→ **About this exercise**
Copy out each line of the entries where the word "Court" is present.

→ **Dataset entries**
>>>

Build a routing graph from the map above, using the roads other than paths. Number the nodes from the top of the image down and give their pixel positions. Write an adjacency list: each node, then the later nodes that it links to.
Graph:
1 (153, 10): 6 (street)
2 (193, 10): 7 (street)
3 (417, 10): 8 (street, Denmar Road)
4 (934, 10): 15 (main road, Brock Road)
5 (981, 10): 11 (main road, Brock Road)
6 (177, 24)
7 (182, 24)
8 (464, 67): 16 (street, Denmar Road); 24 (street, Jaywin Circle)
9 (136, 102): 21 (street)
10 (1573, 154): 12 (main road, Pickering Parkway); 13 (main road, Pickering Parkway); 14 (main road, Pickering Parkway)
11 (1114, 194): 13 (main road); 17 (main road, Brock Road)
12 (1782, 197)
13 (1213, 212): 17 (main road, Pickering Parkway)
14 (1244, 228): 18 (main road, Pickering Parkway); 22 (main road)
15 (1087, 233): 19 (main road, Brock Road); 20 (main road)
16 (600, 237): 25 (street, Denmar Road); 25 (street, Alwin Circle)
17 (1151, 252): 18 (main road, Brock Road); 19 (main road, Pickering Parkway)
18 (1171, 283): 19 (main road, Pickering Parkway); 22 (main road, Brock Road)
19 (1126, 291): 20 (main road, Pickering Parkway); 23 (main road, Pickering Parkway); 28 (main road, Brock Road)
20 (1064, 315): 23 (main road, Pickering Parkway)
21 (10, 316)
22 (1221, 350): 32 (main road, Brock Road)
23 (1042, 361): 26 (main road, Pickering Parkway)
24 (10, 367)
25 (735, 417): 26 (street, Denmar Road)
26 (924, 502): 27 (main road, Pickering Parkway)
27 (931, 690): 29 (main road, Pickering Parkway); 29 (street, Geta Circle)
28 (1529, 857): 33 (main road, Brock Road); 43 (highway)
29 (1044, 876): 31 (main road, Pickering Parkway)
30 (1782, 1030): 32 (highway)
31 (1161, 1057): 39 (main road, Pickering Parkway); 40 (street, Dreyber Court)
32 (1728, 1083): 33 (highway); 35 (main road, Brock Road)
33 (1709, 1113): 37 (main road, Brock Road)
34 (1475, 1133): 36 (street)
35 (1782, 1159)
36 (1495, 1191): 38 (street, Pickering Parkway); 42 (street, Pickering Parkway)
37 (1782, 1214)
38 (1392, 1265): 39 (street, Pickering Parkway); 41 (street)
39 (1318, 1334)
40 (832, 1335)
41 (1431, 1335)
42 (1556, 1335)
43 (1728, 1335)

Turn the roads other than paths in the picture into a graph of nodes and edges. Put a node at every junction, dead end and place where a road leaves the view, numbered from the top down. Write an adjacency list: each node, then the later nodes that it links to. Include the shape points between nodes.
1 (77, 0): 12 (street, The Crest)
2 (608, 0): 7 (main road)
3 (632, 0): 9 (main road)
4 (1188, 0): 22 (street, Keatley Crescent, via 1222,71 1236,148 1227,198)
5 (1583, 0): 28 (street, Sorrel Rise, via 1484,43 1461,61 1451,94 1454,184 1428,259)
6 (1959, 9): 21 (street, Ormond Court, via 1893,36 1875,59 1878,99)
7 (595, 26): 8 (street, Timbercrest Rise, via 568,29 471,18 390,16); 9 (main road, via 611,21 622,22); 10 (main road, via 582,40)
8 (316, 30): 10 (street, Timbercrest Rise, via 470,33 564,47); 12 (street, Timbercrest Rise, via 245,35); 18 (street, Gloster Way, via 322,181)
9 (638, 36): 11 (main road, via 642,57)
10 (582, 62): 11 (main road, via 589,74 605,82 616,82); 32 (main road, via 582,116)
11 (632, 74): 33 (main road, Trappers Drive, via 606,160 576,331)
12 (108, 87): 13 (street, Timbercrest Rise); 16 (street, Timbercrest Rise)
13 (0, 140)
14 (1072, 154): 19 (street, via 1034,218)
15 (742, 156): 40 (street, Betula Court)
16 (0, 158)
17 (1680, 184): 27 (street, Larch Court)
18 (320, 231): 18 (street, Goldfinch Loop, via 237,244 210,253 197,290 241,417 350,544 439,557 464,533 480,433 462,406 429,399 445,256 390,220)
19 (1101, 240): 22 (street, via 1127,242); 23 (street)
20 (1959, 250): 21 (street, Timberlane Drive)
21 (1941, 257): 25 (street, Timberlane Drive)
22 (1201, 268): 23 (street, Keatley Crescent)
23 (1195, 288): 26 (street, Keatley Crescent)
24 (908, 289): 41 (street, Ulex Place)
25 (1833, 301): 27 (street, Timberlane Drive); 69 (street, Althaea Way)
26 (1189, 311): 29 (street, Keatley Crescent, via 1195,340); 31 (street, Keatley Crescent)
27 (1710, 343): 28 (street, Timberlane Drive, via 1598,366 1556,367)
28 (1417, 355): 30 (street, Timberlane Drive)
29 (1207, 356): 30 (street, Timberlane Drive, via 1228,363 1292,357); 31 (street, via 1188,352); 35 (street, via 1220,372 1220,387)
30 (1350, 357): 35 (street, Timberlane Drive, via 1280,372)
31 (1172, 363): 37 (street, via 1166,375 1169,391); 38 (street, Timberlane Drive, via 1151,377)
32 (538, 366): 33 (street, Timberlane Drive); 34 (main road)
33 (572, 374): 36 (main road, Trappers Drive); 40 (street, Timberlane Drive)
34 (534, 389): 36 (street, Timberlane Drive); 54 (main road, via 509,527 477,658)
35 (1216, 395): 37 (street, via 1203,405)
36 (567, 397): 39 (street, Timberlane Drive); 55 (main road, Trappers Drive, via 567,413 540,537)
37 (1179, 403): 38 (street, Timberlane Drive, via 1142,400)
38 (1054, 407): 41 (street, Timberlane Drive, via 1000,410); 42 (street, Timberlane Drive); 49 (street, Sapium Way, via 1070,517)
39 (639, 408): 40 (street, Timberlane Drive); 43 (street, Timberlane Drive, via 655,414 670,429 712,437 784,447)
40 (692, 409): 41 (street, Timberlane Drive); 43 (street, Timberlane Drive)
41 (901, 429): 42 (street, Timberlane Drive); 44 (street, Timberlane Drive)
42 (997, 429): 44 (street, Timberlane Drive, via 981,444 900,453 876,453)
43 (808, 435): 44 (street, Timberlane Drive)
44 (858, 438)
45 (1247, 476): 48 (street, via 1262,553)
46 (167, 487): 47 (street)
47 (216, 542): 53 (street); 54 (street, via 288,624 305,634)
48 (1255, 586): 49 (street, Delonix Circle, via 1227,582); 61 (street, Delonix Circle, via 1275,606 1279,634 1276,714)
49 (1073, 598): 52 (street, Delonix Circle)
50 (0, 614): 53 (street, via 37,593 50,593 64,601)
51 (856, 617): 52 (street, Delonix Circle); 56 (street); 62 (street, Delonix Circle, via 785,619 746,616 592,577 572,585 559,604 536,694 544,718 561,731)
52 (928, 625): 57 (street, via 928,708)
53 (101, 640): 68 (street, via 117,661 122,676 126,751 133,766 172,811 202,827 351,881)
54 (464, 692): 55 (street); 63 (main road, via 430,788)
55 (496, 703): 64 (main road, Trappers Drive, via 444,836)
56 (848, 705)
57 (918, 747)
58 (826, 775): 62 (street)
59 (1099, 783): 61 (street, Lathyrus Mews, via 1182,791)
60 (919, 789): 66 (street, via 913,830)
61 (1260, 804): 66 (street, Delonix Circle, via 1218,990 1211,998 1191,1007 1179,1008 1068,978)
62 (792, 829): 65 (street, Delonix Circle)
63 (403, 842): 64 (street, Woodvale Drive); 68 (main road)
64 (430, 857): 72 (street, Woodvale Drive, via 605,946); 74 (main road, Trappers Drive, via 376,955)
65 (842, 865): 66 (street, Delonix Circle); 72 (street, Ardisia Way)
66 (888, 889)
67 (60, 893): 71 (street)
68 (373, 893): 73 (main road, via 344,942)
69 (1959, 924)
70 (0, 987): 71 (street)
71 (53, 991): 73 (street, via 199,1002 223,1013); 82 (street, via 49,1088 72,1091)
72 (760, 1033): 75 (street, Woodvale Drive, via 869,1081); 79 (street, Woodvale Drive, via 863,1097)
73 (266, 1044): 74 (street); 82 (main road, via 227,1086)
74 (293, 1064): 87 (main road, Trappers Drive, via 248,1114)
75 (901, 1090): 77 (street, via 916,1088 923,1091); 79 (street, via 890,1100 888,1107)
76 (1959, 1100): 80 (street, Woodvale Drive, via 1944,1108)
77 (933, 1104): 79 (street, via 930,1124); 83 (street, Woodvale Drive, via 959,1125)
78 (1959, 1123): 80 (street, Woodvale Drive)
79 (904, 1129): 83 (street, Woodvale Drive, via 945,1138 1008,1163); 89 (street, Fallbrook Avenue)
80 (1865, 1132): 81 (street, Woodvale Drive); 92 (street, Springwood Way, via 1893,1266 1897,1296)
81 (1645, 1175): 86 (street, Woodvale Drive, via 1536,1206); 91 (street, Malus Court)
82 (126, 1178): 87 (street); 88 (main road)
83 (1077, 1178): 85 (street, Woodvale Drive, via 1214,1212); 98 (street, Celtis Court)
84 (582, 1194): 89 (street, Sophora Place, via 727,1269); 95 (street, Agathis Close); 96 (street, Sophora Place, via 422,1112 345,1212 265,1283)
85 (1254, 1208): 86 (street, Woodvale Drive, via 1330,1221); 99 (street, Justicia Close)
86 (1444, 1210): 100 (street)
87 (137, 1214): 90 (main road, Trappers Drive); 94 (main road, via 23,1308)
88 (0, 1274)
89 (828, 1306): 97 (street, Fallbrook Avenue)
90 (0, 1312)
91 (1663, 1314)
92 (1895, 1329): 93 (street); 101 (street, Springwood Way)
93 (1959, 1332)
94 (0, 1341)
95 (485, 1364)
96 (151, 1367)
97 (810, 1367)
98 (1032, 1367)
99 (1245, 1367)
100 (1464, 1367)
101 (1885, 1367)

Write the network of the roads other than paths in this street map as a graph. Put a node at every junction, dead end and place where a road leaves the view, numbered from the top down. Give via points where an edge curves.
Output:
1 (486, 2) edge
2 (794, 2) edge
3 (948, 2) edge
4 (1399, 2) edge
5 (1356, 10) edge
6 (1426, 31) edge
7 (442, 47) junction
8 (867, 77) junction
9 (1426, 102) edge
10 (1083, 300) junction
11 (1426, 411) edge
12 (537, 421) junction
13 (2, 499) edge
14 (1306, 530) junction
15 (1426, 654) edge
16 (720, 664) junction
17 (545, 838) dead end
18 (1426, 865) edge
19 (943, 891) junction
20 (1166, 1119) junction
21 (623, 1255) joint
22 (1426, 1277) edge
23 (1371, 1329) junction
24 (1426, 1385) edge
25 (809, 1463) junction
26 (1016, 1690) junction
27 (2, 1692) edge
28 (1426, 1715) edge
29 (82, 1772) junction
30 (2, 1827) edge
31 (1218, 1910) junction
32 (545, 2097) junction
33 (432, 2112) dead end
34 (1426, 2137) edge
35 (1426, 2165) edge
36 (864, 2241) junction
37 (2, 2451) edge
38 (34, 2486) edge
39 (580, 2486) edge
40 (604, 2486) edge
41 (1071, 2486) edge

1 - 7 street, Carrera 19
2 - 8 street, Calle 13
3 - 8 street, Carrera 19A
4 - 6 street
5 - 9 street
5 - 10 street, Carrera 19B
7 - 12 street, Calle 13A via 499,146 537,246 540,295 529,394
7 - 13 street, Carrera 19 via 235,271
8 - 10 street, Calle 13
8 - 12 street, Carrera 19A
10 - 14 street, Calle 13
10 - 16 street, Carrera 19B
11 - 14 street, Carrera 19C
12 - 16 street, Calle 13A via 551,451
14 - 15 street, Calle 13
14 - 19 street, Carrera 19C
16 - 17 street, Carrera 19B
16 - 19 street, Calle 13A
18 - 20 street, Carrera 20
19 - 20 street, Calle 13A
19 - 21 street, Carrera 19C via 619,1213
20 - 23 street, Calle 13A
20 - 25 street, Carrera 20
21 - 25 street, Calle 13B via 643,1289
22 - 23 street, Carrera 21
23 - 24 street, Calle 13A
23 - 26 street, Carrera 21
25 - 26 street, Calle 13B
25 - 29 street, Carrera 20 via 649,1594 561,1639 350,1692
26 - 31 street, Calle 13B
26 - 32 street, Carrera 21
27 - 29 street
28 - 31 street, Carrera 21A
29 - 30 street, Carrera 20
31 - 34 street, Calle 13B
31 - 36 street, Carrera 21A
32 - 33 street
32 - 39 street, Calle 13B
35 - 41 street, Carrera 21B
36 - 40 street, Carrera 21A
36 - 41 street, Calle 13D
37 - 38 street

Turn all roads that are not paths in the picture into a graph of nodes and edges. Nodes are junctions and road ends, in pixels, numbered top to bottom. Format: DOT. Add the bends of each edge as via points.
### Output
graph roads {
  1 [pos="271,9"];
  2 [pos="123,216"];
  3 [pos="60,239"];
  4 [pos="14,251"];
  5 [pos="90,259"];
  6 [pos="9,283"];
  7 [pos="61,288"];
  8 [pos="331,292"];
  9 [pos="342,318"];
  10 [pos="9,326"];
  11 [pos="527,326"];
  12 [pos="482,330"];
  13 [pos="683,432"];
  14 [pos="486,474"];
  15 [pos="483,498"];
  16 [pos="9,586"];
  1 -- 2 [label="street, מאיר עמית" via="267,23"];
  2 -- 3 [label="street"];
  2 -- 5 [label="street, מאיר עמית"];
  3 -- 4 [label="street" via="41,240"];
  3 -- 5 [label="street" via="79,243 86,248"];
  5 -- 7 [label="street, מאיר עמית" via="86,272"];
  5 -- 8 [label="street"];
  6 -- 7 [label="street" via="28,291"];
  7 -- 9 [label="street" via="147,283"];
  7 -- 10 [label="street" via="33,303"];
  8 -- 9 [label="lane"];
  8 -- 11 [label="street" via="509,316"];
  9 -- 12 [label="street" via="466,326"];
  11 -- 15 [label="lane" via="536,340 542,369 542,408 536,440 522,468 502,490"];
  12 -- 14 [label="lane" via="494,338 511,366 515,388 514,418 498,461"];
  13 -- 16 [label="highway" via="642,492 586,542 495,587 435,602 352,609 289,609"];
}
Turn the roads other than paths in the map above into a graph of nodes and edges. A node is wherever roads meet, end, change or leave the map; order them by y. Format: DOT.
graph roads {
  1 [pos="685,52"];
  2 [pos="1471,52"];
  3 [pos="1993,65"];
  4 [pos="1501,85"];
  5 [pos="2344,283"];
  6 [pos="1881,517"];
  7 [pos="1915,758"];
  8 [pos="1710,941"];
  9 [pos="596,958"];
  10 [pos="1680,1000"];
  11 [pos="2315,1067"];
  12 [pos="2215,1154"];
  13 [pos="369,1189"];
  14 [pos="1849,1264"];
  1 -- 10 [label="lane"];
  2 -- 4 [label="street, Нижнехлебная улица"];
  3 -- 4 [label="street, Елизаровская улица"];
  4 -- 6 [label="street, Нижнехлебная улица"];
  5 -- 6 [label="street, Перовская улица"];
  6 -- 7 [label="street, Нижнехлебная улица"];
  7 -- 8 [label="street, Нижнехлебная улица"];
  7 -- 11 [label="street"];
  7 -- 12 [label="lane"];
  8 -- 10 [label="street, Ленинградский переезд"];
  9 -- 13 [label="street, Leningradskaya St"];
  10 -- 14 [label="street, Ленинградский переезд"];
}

<<<

→ **Result**
31 (1161, 1057): 39 (main road, Pickering Parkway); 40 (street, Dreyber Court)
6 (1959, 9): 21 (street, Ormond Court, via 1893,36 1875,59 1878,99)
15 (742, 156): 40 (street, Betula Court)
17 (1680, 184): 27 (street, Larch Court)
81 (1645, 1175): 86 (street, Woodvale Drive, via 1536,1206); 91 (street, Malus Court)
83 (1077, 1178): 85 (street, Woodvale Drive, via 1214,1212); 98 (street, Celtis Court)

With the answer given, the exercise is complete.